Pertemuan tersebut sebut Warinussy, diduga berlangsung tanpa sepengetahuan dan tanpa kehadiran penasihat hukum terdakwa.

” Jika benar, tindakan ini bukan hanya melanggar etika profesi, tetapi juga berpotensi mencederai prinsip fair trial dalam sistem peradilan pidana, ” Sorotnya.

Diakui, persoalan ini sangat serius.
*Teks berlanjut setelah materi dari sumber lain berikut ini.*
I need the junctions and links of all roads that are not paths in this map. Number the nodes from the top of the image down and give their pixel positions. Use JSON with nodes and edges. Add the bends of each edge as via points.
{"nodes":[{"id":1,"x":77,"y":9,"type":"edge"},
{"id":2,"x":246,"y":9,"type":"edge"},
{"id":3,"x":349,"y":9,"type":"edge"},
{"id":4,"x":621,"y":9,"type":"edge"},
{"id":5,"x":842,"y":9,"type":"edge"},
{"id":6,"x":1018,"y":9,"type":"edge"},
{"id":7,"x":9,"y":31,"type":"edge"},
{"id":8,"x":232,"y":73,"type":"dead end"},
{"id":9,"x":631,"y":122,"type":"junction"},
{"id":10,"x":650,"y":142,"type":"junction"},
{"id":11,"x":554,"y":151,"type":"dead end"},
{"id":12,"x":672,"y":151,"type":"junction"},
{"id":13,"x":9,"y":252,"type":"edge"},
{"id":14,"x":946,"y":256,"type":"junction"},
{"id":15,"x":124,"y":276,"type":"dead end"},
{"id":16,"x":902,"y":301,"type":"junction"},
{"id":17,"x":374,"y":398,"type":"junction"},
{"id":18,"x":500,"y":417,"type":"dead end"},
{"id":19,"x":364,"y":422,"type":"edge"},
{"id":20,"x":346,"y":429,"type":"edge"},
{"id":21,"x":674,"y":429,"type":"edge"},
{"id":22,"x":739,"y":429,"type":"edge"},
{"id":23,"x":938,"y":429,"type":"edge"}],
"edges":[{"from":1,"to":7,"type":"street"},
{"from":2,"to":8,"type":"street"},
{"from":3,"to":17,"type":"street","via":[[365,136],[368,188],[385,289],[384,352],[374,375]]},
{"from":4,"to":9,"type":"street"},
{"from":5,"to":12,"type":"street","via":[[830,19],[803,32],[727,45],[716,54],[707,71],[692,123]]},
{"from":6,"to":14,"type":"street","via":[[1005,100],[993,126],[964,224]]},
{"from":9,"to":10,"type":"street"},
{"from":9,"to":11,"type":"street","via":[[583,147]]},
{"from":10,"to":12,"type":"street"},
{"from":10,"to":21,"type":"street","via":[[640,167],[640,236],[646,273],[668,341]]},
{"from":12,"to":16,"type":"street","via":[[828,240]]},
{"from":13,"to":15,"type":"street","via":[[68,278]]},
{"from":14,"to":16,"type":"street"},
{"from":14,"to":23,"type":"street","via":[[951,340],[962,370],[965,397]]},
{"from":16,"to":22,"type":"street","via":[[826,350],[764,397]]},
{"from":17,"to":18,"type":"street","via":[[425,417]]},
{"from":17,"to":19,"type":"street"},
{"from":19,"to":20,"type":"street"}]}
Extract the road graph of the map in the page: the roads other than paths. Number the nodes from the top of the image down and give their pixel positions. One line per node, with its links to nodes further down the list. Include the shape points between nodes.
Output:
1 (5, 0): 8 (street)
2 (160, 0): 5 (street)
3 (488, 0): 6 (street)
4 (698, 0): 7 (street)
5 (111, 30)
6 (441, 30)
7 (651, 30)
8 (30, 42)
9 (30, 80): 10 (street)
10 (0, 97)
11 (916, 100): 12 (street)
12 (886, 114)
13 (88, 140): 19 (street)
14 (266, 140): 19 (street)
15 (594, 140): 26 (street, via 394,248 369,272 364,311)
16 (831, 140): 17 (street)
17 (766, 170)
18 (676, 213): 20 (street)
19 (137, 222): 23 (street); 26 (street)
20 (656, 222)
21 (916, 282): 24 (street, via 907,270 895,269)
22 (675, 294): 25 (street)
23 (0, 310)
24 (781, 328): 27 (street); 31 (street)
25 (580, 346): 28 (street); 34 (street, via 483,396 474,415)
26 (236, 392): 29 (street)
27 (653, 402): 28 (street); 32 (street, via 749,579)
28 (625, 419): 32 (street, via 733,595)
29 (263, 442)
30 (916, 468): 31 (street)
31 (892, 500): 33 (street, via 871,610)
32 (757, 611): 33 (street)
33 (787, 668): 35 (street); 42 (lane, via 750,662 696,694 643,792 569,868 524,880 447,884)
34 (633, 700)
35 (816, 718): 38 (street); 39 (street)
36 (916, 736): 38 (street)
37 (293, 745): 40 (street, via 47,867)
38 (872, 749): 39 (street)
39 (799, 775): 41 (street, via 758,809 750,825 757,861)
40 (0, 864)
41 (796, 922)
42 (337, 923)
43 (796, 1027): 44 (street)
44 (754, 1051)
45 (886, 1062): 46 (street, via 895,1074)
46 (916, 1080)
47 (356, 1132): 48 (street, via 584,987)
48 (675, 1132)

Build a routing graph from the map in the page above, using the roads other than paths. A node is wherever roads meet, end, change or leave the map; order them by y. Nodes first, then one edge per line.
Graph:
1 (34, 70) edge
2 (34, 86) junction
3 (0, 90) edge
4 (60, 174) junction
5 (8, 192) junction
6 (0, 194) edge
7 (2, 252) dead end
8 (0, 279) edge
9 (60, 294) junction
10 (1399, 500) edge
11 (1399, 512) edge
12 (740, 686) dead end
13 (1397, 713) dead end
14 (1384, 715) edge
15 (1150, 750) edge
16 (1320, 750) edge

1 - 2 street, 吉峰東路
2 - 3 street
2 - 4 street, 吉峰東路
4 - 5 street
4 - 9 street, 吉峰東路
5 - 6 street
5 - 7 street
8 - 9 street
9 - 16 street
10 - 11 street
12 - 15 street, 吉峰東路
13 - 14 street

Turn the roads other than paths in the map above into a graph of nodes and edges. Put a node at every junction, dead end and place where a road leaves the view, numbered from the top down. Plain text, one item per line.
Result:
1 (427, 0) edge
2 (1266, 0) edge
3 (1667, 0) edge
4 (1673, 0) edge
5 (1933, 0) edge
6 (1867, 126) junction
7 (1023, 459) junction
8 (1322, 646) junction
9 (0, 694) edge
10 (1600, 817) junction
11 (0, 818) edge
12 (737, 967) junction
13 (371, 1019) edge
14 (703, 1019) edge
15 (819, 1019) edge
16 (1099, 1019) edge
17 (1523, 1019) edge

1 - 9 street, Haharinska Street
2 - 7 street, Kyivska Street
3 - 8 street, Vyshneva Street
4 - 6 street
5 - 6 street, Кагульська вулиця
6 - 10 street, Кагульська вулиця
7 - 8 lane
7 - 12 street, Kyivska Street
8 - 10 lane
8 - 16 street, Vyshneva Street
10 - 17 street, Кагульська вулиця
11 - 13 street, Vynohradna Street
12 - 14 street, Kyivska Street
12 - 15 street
Ada potensi konflik kepentingan dan pelanggaran hak terdakwa.

” Kami tidak akan diam,” ujar kuasa hukum dengan nada tegas.

Menurutnya, penundaan berulang tanpa alasan yang transparan, ditambah dugaan interaksi sepihak antara jaksa dan terdakwa, menimbulkan pertanyaan besar,  apakah proses hukum masih berjalan secara independen dan adil?.

Dia menilai, kasus ini kini berpotensi melebar, tidak hanya soal dugaan penganiayaan yang menjerat terdakwa, tetapi juga menyentuh integritas aparat penegak hukum itu sendiri.

Penasihat hukum menyatakan akan mengambil langkah hukum terhadap oknum hakim dan jaksa yang diduga terlibat.

Langkah tersebut mencakup pelaporan ke lembaga pengawas serta upaya hukum lain demi memastikan proses peradilan berjalan sesuai prinsip negara hukum.

“Negara ini bukan milik oknum. Hukum tidak boleh dipermainkan,” tegasnya.